Achraf Hakimi a juicio por violación mientras lidera a Marruecos en el Mundial 2026
La vida deportiva de Achraf Hakimi avanza en un gran escaparate mundial. Su vida judicial, en cambio, entra en la fase más dura. La justicia de Hauts-de-Seine ha ordenado que el internacional marroquí, de 27 años, sea juzgado por violación, al considerar que la investigación ha aportado pruebas suficientes para abrir un juicio penal completo.
El caso se remonta a febrero de 2023, cuando una joven denunció una agresión sexual en el domicilio del jugador, en Boulogne-Billancourt. Tras una larga investigación judicial de tres años, la fiscalía solicitó la apertura de un juicio y la cámara de instrucción del tribunal de apelación confirmó la remisión del caso.

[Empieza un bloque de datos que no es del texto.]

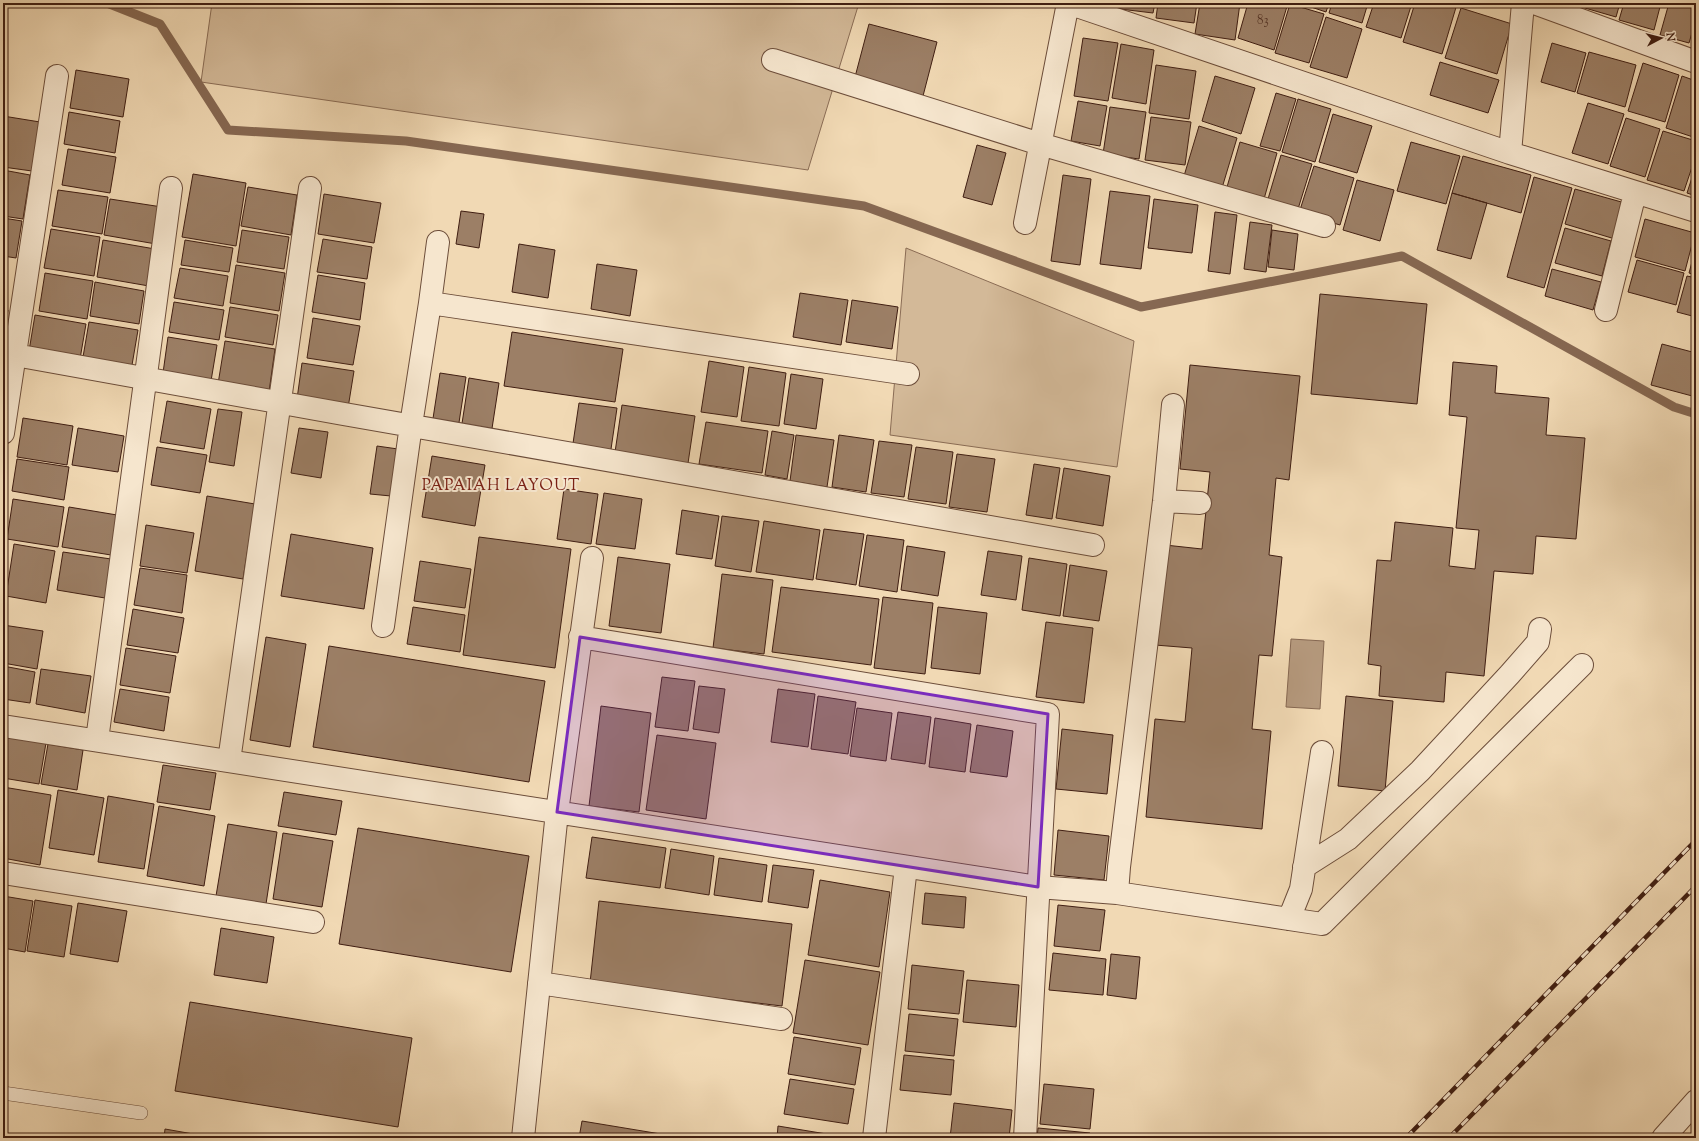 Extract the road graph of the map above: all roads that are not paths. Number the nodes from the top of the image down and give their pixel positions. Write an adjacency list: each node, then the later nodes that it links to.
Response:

Sin más escalones intermedios: el proceso irá directamente a un tribunal penal.
Dos relatos opuestos
La decisión ha sido recibida con alivio por la acusación. La abogada de la denunciante, Rachel-Flore Pardo, celebró el dictamen como un paso coherente dentro del expediente y un mensaje para las víctimas en el deporte de élite.
Según explicó, la cámara de instrucción ha considerado que existen “pruebas suficientes” para juzgar a Achraf Hakimi por violación, en línea con las posiciones del ministerio fiscal, del juez de instrucción y del abogado general ante el tribunal de apelación. Para la parte civil, el auto no solo valida el recorrido de la causa, también abre una puerta simbólica: la esperanza de que este juicio contribuya a derribar “la fortaleza de la negación y la impunidad” en torno a la violencia sexual, incluso en el fútbol masculino de máximo nivel.
En el otro lado, el entorno jurídico del jugador mantiene una posición frontalmente contraria. El equipo legal de Hakimi denuncia que la investigación habría pasado por alto elementos exculpatorios clave y sostiene que, en cualquier otro caso, la acumulación de esos indicios habría conducido a un sobreseimiento.
El propio futbolista ha roto su silencio a través de las redes sociales. En su mensaje, asegura que la justicia le trasladó que, de no ser una figura conocida, “nunca habría habido caso”. Explica que optó por callar durante años, confiando en que la paciencia y la fe en el sistema judicial bastarían para que se tomaran “las decisiones correctas”. Ahora, según su defensa, aguarda el juicio con la intención de pronunciarse públicamente sobre lo que define como una falsa acusación.
Mundial, presión y un juicio en el horizonte
El giro judicial llega en el momento más expuesto de la carrera reciente del lateral. Hakimi no solo disputa el Mundial 2026 con Marruecos: lo hace como capitán de su selección. En plena tormenta mediática, debe conducir a su equipo en un partido clave de la segunda jornada de la fase de grupos, este viernes, frente a Escocia.
El contexto no podría ser más tenso. El defensor se mueve entre dos realidades opuestas: el liderazgo deportivo en un torneo global y la sombra de un juicio penal que ya no es una posibilidad, sino una certeza procesal. Cada aparición sobre el césped se produce bajo el peso de un caso que trasciende el deporte y se adentra en el terreno de la justicia, la reputación y el debate social.
El impacto del proceso también alcanza a su club, Paris Saint-Germain. La entidad francesa sigue de cerca cada paso del expediente a las puertas de la pretemporada. En Francia se espera que la fecha del juicio quede fijada en un plazo relativamente corto, un calendario que podría chocar de lleno con los planes deportivos del jugador y de la propia estructura del equipo.
Hakimi, mientras tanto, vive en una delgada línea: entre el brazalete de capitán y el banquillo de los acusados, entre la responsabilidad de liderar a un país en un Mundial y la obligación de responder ante un tribunal penal. El fútbol no se detiene. La justicia, tampoco. Y el próximo gran giro de su carrera ya no se jugará en un estadio, sino en una sala de vistas.